In the current study, data were collected from 55 volunteer university students who had not participated in the main study to determine criterion validity using DEZTÖ/DEZİKÖ, which has psychometric properties deemed acceptable. A Pearson Product-Moment Correlation Analysis revealed a positive but weak correlation (r=0.32, p<0.05) between the scores from the 8 developed ToM scenarios and the DEZTÖ/DEZİKÖ scores. This pattern is thought to stem from differences in the number of items and the difficulty levels of the items in the two scales.
Stage VIII: Reliability Study
For inter-rater reliability, Spearman’s rho values were used, and for internal consistency reliability, the Cronbach’s α coefficient was calculated. Since the scoring of the battery is ordinal, Cronbach’s α was calculated as the ordinal α (Gadermann et al. 2012, Zumbo et al. 2007). For this purpose, the Product-Moment Correlation Matrix, which is valid for linear relationships, was converted into a Polychoric Correlation (PCC) matrix. This conversion was performed using the PLOYMAT-C program, and the ordinal α coefficient was subsequently calculated using SPSS code written for the PK matrix.
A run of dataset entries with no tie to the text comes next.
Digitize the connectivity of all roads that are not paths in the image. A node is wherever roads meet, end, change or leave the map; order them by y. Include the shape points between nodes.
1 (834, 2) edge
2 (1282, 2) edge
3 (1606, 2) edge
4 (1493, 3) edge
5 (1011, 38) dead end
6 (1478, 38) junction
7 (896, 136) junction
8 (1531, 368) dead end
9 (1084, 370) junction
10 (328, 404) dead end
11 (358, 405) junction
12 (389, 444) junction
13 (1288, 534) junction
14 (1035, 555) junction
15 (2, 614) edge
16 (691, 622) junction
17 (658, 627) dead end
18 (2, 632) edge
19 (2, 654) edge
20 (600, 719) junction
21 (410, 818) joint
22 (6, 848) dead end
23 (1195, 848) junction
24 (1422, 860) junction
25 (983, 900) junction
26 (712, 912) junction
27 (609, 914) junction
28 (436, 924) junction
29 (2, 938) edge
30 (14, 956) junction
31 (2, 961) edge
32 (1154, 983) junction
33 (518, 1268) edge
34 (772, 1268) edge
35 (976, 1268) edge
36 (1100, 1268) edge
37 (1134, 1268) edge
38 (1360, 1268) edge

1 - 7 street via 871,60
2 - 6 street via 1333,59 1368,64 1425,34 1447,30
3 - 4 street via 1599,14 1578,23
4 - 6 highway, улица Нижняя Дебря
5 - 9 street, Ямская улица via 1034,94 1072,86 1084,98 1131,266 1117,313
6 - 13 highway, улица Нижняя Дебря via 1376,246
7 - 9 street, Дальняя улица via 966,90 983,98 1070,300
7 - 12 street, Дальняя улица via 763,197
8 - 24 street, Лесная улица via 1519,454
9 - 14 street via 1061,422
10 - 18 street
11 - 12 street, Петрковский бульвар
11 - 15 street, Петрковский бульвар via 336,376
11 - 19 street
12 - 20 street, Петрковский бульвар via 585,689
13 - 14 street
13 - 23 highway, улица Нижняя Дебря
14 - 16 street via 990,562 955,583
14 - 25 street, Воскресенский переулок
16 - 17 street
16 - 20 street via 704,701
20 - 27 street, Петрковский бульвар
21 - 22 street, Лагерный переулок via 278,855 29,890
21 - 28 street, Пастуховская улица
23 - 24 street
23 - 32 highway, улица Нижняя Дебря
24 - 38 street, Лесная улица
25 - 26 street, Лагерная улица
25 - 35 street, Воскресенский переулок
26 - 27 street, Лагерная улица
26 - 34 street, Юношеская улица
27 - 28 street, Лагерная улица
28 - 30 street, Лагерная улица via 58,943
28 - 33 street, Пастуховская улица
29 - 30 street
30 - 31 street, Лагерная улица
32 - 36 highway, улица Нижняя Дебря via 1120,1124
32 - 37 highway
The ordinal α coefficients for each scenario are presented in Table 7. For the total internal consistency reliability of the battery, calculated based on average scores, the Cronbach’s α coefficient was found to be 0.72. The correlation matrix between scenarios/items, based on average scores, is provided in Table 8.
Table 7.
Ordinal α Coefficients of HACETTEPE-CBToM
| Factor | Item Number | α |
|---|---|---|
| 2FB_C1 | 10 | 0.931 |
| 2FB_C2 | 10 | 0.827 |
| 2FB_A1 | 10 | 0.925 |
| 2FB_A2 | 10 | 0.918 |
| I_C1 | 6 | 0.496 |
| I_C2 | 6 | 0.417 |
| I_A1 | 6 | 0.488 |
| I_A2 | 6 | 0.478 |
α = Alpha Coefficient
Table 8.
Correlation Matrix for HACETTEPE-CBToM Scenario Items
| 2FB_C1 | 2FB_C2 | 2FB_A1 | 2FB_A2 | I_C1 | I_C2 | I_A1 | I_A2 | |
|---|---|---|---|---|---|---|---|---|
| 2FB_C1 | 1 | |||||||
| 2FB_C2 | 0.30 ** | 1 | ||||||
| 2FB_A1 | 0.41 ** | 0.32 ** | 1 | |||||
| 2FB_A2 | 0.36 ** | 0.26 ** | 0.64 ** | 1 | ||||
|
| ||||||||
| I_C1 | 0.08 | 0.08 | 0.06 | 0.12 | 1 | |||
| I_C2 | 0.25** | 0.19** | 0.20** | 0.22** | 0.24 ** | 1 | ||
| I_A1 | 0.25** | 0.20** | 0.30** | 0.29** | 0.24 ** | 0.28 ** | 1 | |
| I_A2 | 0.15* | 0.08 | 0.25** | 0.18** | 0.23 ** | 0.36 ** | 0.48 ** | 1 |
p<0.05;
p<0.01.
The correlation values highlighted in bold represent the correlations of tasks related to each other. As expected, scenarios under the same latent variable exhibit higher correlation values, while scenarios under different latent variables show lower correlation values. The correlation value between the latent variables is 0.49 and statistically significant.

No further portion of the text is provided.